Introduction

As anyone who writes about their dinner for a living knows, there are few things more subjective, or prone to myth and exaggeration, than the distant memory of an excellent meal. The same is true of a memorably horrible meal, of course, the legend of which invariably grows in horror and awfulness with each retelling. This memoir is the pieced-together record of thousands of such idealized, half-remembered events—of family dinners and picnic luncheons and summer goat roasts, which may or may not have actually been as novel or as nourishing as they seem to me now. It’s a memoir of dumpling feasts and Peking duck dinners in the far-off places where I found myself living as a child, and of the kinds of strange things you come across, and even seek out, as a professional eater, like grilled chicken uterus, or raw horse sashimi, or the icy dabs of poisonous blowfish sperm, which I ingested in a state of not-so-quiet horror for a magazine story many years ago.

I’ve attempted to re-create these episodes as I remember them, and if I can’t remember them, I’ve relied on the memories of others. Special thanks to my father for his descriptions of long-ago meals and restaurants, and whose eclectic love of a good meal set the tone for my career as an eater. Thanks to his brother, Geoffrey, and to their cousins, Charles Platt and Frank Platt, “the family gastronome,” for attempting to reconstruct the dining habits of their eccentric Yankee ancestors, the Choates and the Platts. Thanks to my brothers, Oliver and Nicholas Jr., for racking their brains about our long-ago food adventures in Taiwan, Hong Kong, and Tokyo, and to my mother, who spent many patient hours trying to recover the culinary nightmares from her sheltered WASP upbringing, many of which she’d managed to suppress for decades.

I’ve written more than I probably should about my diets, the various dining foibles of my daughters and wife, and the strange eating habits of the professional glutton, and portions and snippets of several of these articles and reviews, many of which appeared in New York magazine and on the magazine’s website Grub Street are reproduced and expanded on here. Special thanks to my first editor at New York, Meredith Rollins, who had the daring, slightly cockeyed idea to turn me into a restaurant critic, and to Mark Horowitz and Caroline Miller for making that strange dream a reality. Thanks to Klara Glowczewska for sending me on many pleasurable junkets during her tenure at Condé Nast Traveler, and to Pam Wasserstein, the great Adam Moss, and David Haskell for their beneficent, hands-off support during my time as the chief eater in residence at New York magazine.
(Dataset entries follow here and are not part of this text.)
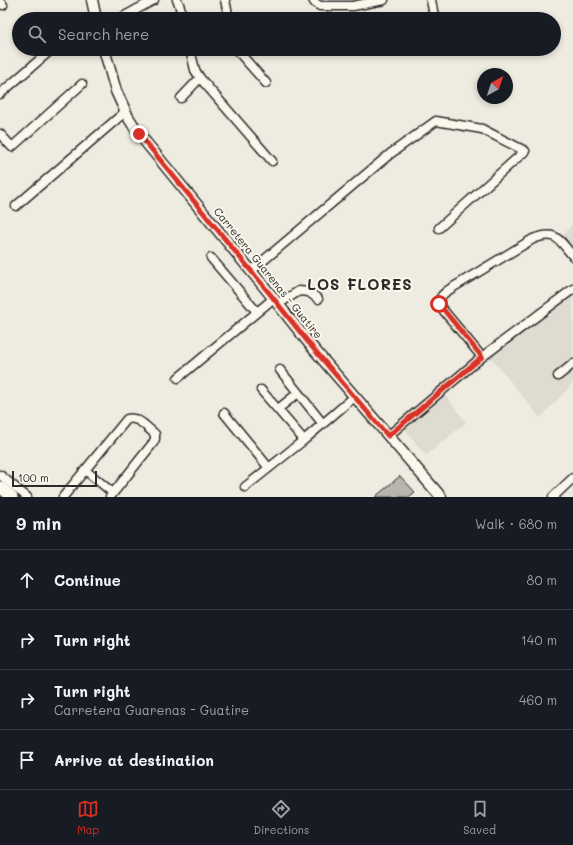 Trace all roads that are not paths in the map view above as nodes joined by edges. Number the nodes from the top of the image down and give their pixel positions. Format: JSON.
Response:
{"nodes":[{"id":1,"x":92,"y":0,"type":"edge"},
{"id":2,"x":154,"y":0,"type":"edge"},
{"id":3,"x":177,"y":0,"type":"edge"},
{"id":4,"x":225,"y":0,"type":"edge"},
{"id":5,"x":313,"y":0,"type":"edge"},
{"id":6,"x":384,"y":0,"type":"edge"},
{"id":7,"x":431,"y":0,"type":"edge"},
{"id":8,"x":95,"y":12,"type":"edge"},
{"id":9,"x":132,"y":12,"type":"edge"},
{"id":10,"x":182,"y":12,"type":"edge"},
{"id":11,"x":228,"y":12,"type":"edge"},
{"id":12,"x":433,"y":12,"type":"edge"},
{"id":13,"x":44,"y":56,"type":"edge"},
{"id":14,"x":106,"y":56,"type":"edge"},
{"id":15,"x":192,"y":56,"type":"edge"},
{"id":16,"x":242,"y":56,"type":"edge"},
{"id":17,"x":200,"y":78,"type":"junction"},
{"id":18,"x":266,"y":83,"type":"dead end"},
{"id":19,"x":82,"y":84,"type":"dead end"},
{"id":20,"x":0,"y":94,"type":"edge"},
{"id":21,"x":180,"y":98,"type":"dead end"},
{"id":22,"x":125,"y":112,"type":"junction"},
{"id":23,"x":0,"y":134,"type":"edge"},
{"id":24,"x":272,"y":161,"type":"dead end"},
{"id":25,"x":16,"y":206,"type":"dead end"},
{"id":26,"x":439,"y":228,"type":"dead end"},
{"id":27,"x":573,"y":256,"type":"edge"},
{"id":28,"x":212,"y":258,"type":"dead end"},
{"id":29,"x":251,"y":271,"type":"junction"},
{"id":30,"x":573,"y":289,"type":"edge"},
{"id":31,"x":318,"y":299,"type":"dead end"},
{"id":32,"x":276,"y":301,"type":"junction"},
{"id":33,"x":257,"y":312,"type":"junction"},
{"id":34,"x":482,"y":357,"type":"junction"},
{"id":35,"x":573,"y":364,"type":"edge"},
{"id":36,"x":280,"y":370,"type":"dead end"},
{"id":37,"x":558,"y":376,"type":"dead end"},
{"id":38,"x":178,"y":378,"type":"dead end"},
{"id":39,"x":261,"y":390,"type":"dead end"},
{"id":40,"x":298,"y":393,"type":"junction"},
{"id":41,"x":354,"y":397,"type":"junction"},
{"id":42,"x":278,"y":409,"type":"junction"},
{"id":43,"x":224,"y":413,"type":"dead end"},
{"id":44,"x":323,"y":424,"type":"junction"},
{"id":45,"x":388,"y":436,"type":"junction"},
{"id":46,"x":304,"y":440,"type":"junction"},
{"id":47,"x":269,"y":468,"type":"junction"},
{"id":48,"x":85,"y":470,"type":"junction"},
{"id":49,"x":0,"y":475,"type":"edge"},
{"id":50,"x":573,"y":478,"type":"edge"},
{"id":51,"x":0,"y":487,"type":"edge"},
{"id":52,"x":245,"y":487,"type":"dead end"},
{"id":53,"x":112,"y":495,"type":"edge"},
{"id":54,"x":12,"y":497,"type":"edge"},
{"id":55,"x":26,"y":497,"type":"edge"},
{"id":56,"x":63,"y":497,"type":"edge"},
{"id":57,"x":440,"y":497,"type":"edge"},
{"id":58,"x":553,"y":497,"type":"edge"}],
"edges":[{"from":1,"to":8,"type":"main road"},
{"from":2,"to":9,"type":"street"},
{"from":3,"to":10,"type":"street"},
{"from":4,"to":11,"type":"street"},
{"from":5,"to":6,"type":"street"},
{"from":7,"to":12,"type":"street"},
{"from":13,"to":20,"type":"street"},
{"from":14,"to":22,"type":"main road","name":"Carretera Guarenas - Guatire"},
{"from":15,"to":17,"type":"street"},
{"from":16,"to":18,"type":"street"},
{"from":17,"to":21,"type":"street"},
{"from":17,"to":24,"type":"street"},
{"from":19,"to":23,"type":"street"},
{"from":22,"to":25,"type":"street"},
{"from":22,"to":29,"type":"main road","name":"Carretera Guarenas - Guatire"},
{"from":26,"to":29,"type":"street"},
{"from":27,"to":34,"type":"street"},
{"from":28,"to":33,"type":"street"},
{"from":29,"to":32,"type":"main road","name":"Carretera Guarenas - Guatire"},
{"from":30,"to":34,"type":"street"},
{"from":31,"to":32,"type":"street"},
{"from":32,"to":33,"type":"street"},
{"from":32,"to":41,"type":"main road","name":"Carretera Guarenas - Guatire"},
{"from":33,"to":38,"type":"street"},
{"from":34,"to":45,"type":"street"},
{"from":35,"to":37,"type":"street"},
{"from":36,"to":40,"type":"street"},
{"from":39,"to":42,"type":"street"},
{"from":40,"to":42,"type":"street"},
{"from":40,"to":44,"type":"street"},
{"from":41,"to":44,"type":"street"},
{"from":41,"to":45,"type":"main road","name":"Carretera Guarenas - Guatire"},
{"from":42,"to":46,"type":"street"},
{"from":43,"to":47,"type":"street"},
{"from":44,"to":46,"type":"street"},
{"from":45,"to":57,"type":"main road","name":"Carretera Guarenas - Guatire"},
{"from":46,"to":47,"type":"street"},
{"from":47,"to":52,"type":"street"},
{"from":48,"to":53,"type":"street"},
{"from":48,"to":53,"type":"street"},
{"from":48,"to":56,"type":"street"},
{"from":49,"to":55,"type":"street"},
{"from":50,"to":58,"type":"street"},
{"from":51,"to":54,"type":"highway"}]}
Thanks to my longest-serving, longest-suffering editor, Jon Gluck, for shepherding a thousand end-of-the-year “monsters” into print, and to my many other colleagues at the magazine and website—Noreen Malone, Raha Naddaf, Anne Clark, Jody Quon, Alan Sytsma, and those dynamos of the food section Rob Patronite and Robin Raisfeld—for their support and guidance over the years.

Thanks to my agent, Suzanne Gluck, for exhibiting the kind of patience that high-powered literary professionals aren’t generally known for during the decade or so I spent not writing this book. Thanks also to Farley Chase for his advice on portions of the manuscript, and to Hugo Lindgren for his invaluable editing advice after gamely taking the time to grapple with the entire thing. Thanks to my occasional interns, Clare Platt, Sam Hawkins Sawyer, and Olivia Caldwell, who gamely made restaurant reservations using ridiculous fake names, diligently gathered any research I asked them for, and brought some sense of digital sanity to my disheveled, paper-strewn desk. Thanks to my diligent, long-suffering production editor at HarperCollins and to the wise, ever-cheerful Gabriella Doob at Ecco for calmly guiding this manuscript and its author to print through various stages of confusion and terror. And thanks, most of all, to Daniel Halpern, who had the idea for this memoir more years ago than either of us probably cares to remember, waited with a kind of biblical patience over the months and decades for the pages to slowly pile up on his desk, and once this confused jumble of thoughts and impressions had achieved a kind of critical mass, gave the thing a name and pronounced it done. For better or worse, none of us would be reading this book without him.